Au bout d’une demi-heure, ils étaient bons amis, Adeline s’était dit qu’elle se décolletait bien dans les bals, et qu’en somme elle pouvait montrer ses épaules. Elle était sortie un peu de l’eau, elle avait échancré la robe montante qui la serrait au cou. Puis, elle avait risqué les bras. Elle ressemblait à une fille des sources, la gorge nue, les bras libres, vêtue de toute cette nappe verte qui s’étalait et s’en allait derrière elle comme une large traîne de satin.
Le comte s’attendrissait. Il avait obtenu de faire quelques pas pour se rapprocher d’une racine. Ses dents claquaient un peu. Il regardait la lune avec un intérêt très-vif.
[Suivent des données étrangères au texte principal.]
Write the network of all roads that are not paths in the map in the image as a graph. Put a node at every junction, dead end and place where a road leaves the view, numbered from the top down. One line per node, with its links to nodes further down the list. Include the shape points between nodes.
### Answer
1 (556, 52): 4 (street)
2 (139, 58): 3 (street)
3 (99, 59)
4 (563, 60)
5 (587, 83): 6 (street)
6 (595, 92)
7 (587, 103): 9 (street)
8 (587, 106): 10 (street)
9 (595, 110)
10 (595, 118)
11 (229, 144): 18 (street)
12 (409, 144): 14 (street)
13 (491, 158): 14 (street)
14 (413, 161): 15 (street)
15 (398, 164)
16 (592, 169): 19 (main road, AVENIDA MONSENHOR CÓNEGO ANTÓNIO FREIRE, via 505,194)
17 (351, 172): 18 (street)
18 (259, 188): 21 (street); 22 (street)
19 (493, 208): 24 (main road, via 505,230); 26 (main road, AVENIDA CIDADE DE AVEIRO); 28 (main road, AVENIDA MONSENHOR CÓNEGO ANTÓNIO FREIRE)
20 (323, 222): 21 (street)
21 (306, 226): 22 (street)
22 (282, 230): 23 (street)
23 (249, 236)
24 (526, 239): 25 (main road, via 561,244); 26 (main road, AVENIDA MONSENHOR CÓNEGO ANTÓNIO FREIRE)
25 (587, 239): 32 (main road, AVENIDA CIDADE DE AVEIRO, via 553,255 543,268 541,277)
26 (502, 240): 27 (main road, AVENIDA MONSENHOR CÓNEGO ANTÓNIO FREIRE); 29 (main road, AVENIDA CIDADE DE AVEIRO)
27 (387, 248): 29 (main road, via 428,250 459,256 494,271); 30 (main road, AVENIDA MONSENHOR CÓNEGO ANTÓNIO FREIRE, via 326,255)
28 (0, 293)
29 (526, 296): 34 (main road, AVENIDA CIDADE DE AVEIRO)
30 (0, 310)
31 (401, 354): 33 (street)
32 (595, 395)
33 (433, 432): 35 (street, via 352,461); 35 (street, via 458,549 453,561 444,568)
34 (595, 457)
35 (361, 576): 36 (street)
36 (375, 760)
— Hein ! elle marche lentement ? demanda Adeline.
— Eh ! non, elle a des ailes, répondit-il avec un soupir.
Elle se mit à rire, en ajoutant :
— Nous en avons encore pour un gros quart d’heure.
Alors, il profita lâchement de la situation : il lui fit une déclaration. Il lui expliqua qu’il l’aimait depuis deux ans, et que s’il la taquinait, c’était qu’il avait trouvé cela plus drôle que de lui dire des fadeurs. Adeline, prise d’inquiétude, remonta sa robe verte jusqu’au cou, fourra les bras dans les manches. Elle ne passait plus que le bout de son nez rose sous les nénufars ; et, comme elle recevait en plein la lune dans les yeux, elle était tout étourdie, tout éblouie. Elle ne voyait plus le comte, quand elle entendit un grand barbottement et qu’elle sentit l’eau s’agiter et lui monter aux lèvres.
— Voulez-vous bien ne pas remuer ! Cria-t-elle ; voulez-vous bien ne pas marcher comme cela dans l’eau !
— Mais je n’ai pas marché, dit le comte, j’ai glissé… Je vous aime !
— Taisez-vous, ne remuez plus, nous parlerons de tout cela, quand il fera noir… Attendons que la lune soit derrière l’arbre…
VI
La lune se cacha derrière l’arbre. L’Amour de plâtre éclata de rire.